Kabusları süsleyen ev

69 6 1
                                    

Trenin durduğunu anladığımda derin bir nefes alarak bavulumuda alıp kompartımandan çıktım.Uzun koridardan ilerlerken düşüncelerim zihnime talan ediyordu adeta. Trenin çıkışına geldiğimii fark etmemle 5 saniye duraksadım ve zihnimi adeta kapatıp indim.

Gar oldukça kalabalıktı ve ben uzun zamandır görmediğim sevgili ailemi nasıl bulacağımı bilmiyordum. Etrafıma bakınırken omzuma değen soğuk elle arkamı döndüm ve kapattım sandığım düşüncelerimin zihnime doluşuyla kalbime batan binlerce duygunun eşliğinde ,çekingen bir yüzle karşı karşıya kalmıştım. Karşımda duran biyolojik annem Euphemia Potter'dan başkası değildi. Yıllar onun güzelliğinden bir şey çalamamıştı. " Hoşgeldin Hazel " demesiyle kendime geldim ve son derece soğuk ve mesafeli sesimle " Merhaba" diyebildim sadece. Elimden alınan bavulla yanıma döndüğümde Fleamount Potter'lada karşılaşmış oldum.
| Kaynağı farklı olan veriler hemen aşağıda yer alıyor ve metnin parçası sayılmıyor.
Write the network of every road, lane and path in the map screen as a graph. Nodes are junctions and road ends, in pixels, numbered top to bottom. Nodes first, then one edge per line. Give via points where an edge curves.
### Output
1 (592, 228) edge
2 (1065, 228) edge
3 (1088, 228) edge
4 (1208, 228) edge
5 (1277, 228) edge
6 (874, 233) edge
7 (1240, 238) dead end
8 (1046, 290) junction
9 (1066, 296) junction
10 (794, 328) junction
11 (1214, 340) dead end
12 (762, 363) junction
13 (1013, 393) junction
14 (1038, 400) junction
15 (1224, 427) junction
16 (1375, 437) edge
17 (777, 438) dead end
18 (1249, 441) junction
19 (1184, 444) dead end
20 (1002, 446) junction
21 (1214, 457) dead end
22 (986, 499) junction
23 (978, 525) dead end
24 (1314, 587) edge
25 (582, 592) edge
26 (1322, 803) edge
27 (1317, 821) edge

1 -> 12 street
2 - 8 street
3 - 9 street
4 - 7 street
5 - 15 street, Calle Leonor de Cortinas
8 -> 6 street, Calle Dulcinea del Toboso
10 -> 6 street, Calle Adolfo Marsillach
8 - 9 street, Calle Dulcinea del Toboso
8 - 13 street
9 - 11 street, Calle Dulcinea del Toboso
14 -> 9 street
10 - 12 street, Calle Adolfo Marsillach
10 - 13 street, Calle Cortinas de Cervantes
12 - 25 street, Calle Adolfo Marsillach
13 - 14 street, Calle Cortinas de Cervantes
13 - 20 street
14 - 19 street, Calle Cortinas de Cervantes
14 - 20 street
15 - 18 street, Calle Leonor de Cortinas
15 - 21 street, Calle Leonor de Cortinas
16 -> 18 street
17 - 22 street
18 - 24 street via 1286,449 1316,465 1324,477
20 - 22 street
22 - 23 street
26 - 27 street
Normalde bir sürü laf edip o bavulu almam gerekirken hiç bir şey yapamamıştım ve sessizliğimi fırsat bilerek bavulumla beraber onlar önden ilerlemeye başlarken arkalarından gitmeye koyuldum. Bayağı bir ilerleyip otogardan çıktığımız anda o mavi arabayı hala kullandıklarını gördüm. Ben mavi arabaya odaklanmışken ikisinin arabaya bindiğini fark ettim ve sessizce arka koltuğun kapısını açıp oturdum. 40 dakika süren yolculuk sürecinde kimseden çıt çıkmamıştı. Sadece dikiz aynasından ara ara göz göze gelmiş ve hemen gözümüzü birbirinden kaçırmıştık.
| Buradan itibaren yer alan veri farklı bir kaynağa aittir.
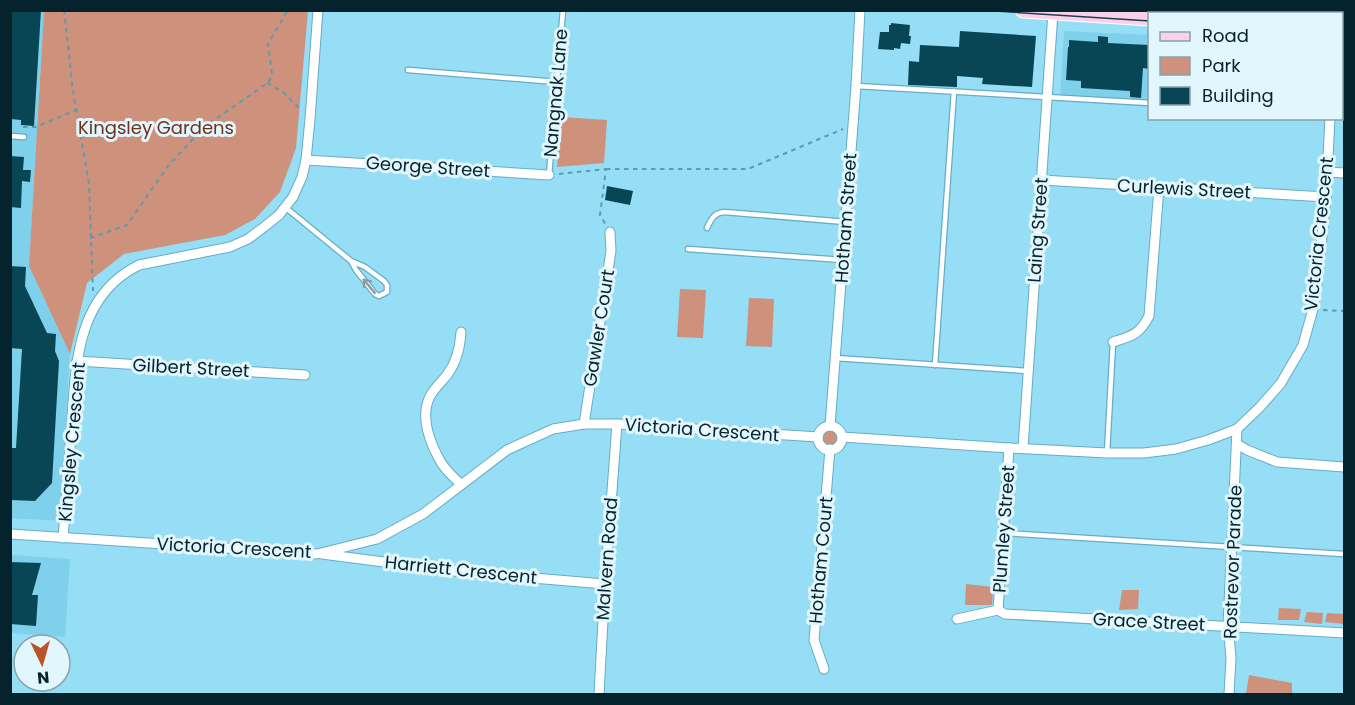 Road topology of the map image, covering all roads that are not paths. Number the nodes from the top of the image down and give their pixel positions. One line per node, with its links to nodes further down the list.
1 (318, 10): 16 (street, Kingsley Crescent)
2 (563, 10): 8 (lane, Nangnak Lane)
3 (860, 10): 9 (street, Hotham Street)
4 (1023, 10): 5 (main road)
5 (1053, 12): 6 (main road); 11 (street, Laing Street)
6 (1148, 18)
7 (408, 70): 8 (lane)
8 (557, 82): 19 (lane, Nangnak Lane)
9 (856, 86): 10 (lane); 24 (street, Hotham Street)
10 (954, 91): 11 (lane); 34 (lane)
11 (1047, 96): 12 (lane); 20 (street, Laing Street)
12 (1148, 103)
13 (1330, 120): 17 (street, Victoria Crescent)
14 (10, 136): 15 (lane)
15 (24, 137)
16 (306, 160): 19 (street, George Street); 23 (street, Kingsley Crescent)
17 (1327, 172): 18 (street); 22 (street, Victoria Crescent)
18 (1344, 173)
19 (549, 175)
20 (1042, 180): 21 (street, Curlewis Street); 35 (street, Laing Street)
21 (1159, 187): 22 (street, Curlewis Street); 31 (street)
22 (1326, 197): 40 (street, Victoria Crescent)
23 (285, 207): 29 (lane); 33 (street, Kingsley Crescent)
24 (846, 222): 25 (lane); 28 (street, Hotham Street)
25 (706, 228)
26 (610, 232): 37 (street, Gawler Court)
27 (688, 249): 28 (lane)
28 (843, 260): 32 (street, Hotham Street)
29 (351, 261): 29 (lane, one-way to 29)
30 (461, 332): 49 (street)
31 (1113, 342): 47 (lane)
32 (835, 358): 34 (lane); 39 (street, Hotham Street)
33 (77, 362): 36 (street, Gilbert Street); 52 (street, Kingsley Crescent)
34 (935, 365): 35 (lane)
35 (1028, 371): 45 (street, Laing Street)
36 (305, 375)
37 (584, 424): 38 (street, Victoria Crescent); 49 (street, Victoria Crescent)
38 (617, 424): 41 (street, Victoria Crescent); 56 (street, Malvern Road)
39 (830, 426): 41 (street); 42 (street)
40 (1237, 429): 43 (street, Rostrevor Parade); 47 (street, Victoria Crescent)
41 (818, 437): 46 (street)
42 (842, 437): 44 (street, Victoria Crescent); 46 (street)
43 (1237, 444): 48 (street); 53 (street, Rostrevor Parade)
44 (1009, 448): 45 (street, Victoria Crescent); 50 (street, Plumley Street)
45 (1023, 448): 47 (street, Victoria Crescent)
46 (830, 449): 61 (street, Hotham Court)
47 (1107, 453)
48 (1344, 467)
49 (461, 484): 54 (street, Victoria Crescent)
50 (1004, 533): 53 (lane); 57 (street, Plumley Street)
51 (10, 534): 52 (street, Victoria Crescent)
52 (63, 538): 54 (street, Victoria Crescent)
53 (1232, 546): 55 (lane); 59 (street, Rostrevor Parade)
54 (317, 554): 56 (street, Harriett Crescent)
55 (1344, 554)
56 (605, 584): 62 (street, Malvern Road)
57 (999, 610): 58 (street, Grace Street); 59 (street, Grace Street)
58 (957, 619)
59 (1228, 626): 60 (street, Grace Street); 63 (street, Rostrevor Parade)
60 (1344, 633)
61 (824, 669)
62 (599, 694)
63 (1229, 694)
Ve tüm korkularıma rağmen arabadan aşşağı adımımı attım. Kabuslarımın mekanı tam karşımda duruyordu işte. Tüm ihtişamıyla Potter'ların mükemmel evi. Fleamont ve Euphemia ilerleyip eve girmişlerdi bile. Bense henüz o eve adım atmaya hazır değildim. Tüm vücudumun titrediğini hissediyordum. Öylece kilitlenmiştim eve. Ve sonunda ne kadar çabalarsam çabalayayım gözyaşlarımı tutamayı başaramamıştım. Gözlerimden birkaç damla yaş firar etmişti bile. Çok geçmeden izlendiğim hissine kapıldım ve evin penceresine doğru dödüğümde iki çift göz tarafından izlendiğimi farkettim. Ben oraya döndüğümdeyse her ikiside farkedilmenin telaşıyla kafa kafaya çarpıştılar ve birbirlerine birşeyler diyerek gözden kayboldular. Her ne kadar canım yanıyo olsada bu görüntü karşısında ufak bir kahkaha atmıştım. Daha sonraysa kendimi toparladım ve ilerlemeye başladım. Evin içine doğru adımımı attım ve bana bakan 4 adet yüze bakmaya başladım. En sonunda Fleamount konuşmaya karar verdi " Odan üst katta soldan 3. Kapı . Esyalarını odana bıraktık . Nasıl istersen oyle düzenleyebil diye de dokunmadık" diye açıklama yapmıştı. Kafamı sallayıp merdivenlere yöneldim . 3 basamak çıkmıştımki Euphemia'nın sesiyle duraksadım " Yarım saat sonra aşağıya in yemek yiyiceğiz" dedi . "Tamam" dedim ve çıkmaya devam ettim. Ve anladığım kadarıyla odam ikizim Jamesle karşı karşıyaydı. Bu durum biraz canımı sıksada odama girdim ve göz gezdirdim. Krem rengi duvarlar ve beyaz eşyalar vardı. Hiçbir şeye dokunmadan sadece kıyafetlerimi yerleştirmiştim. Ve saate baktığımda yarım saatin geçtiğini fark ettim. Odadan çıktım ve aşağıya inmeye başladım.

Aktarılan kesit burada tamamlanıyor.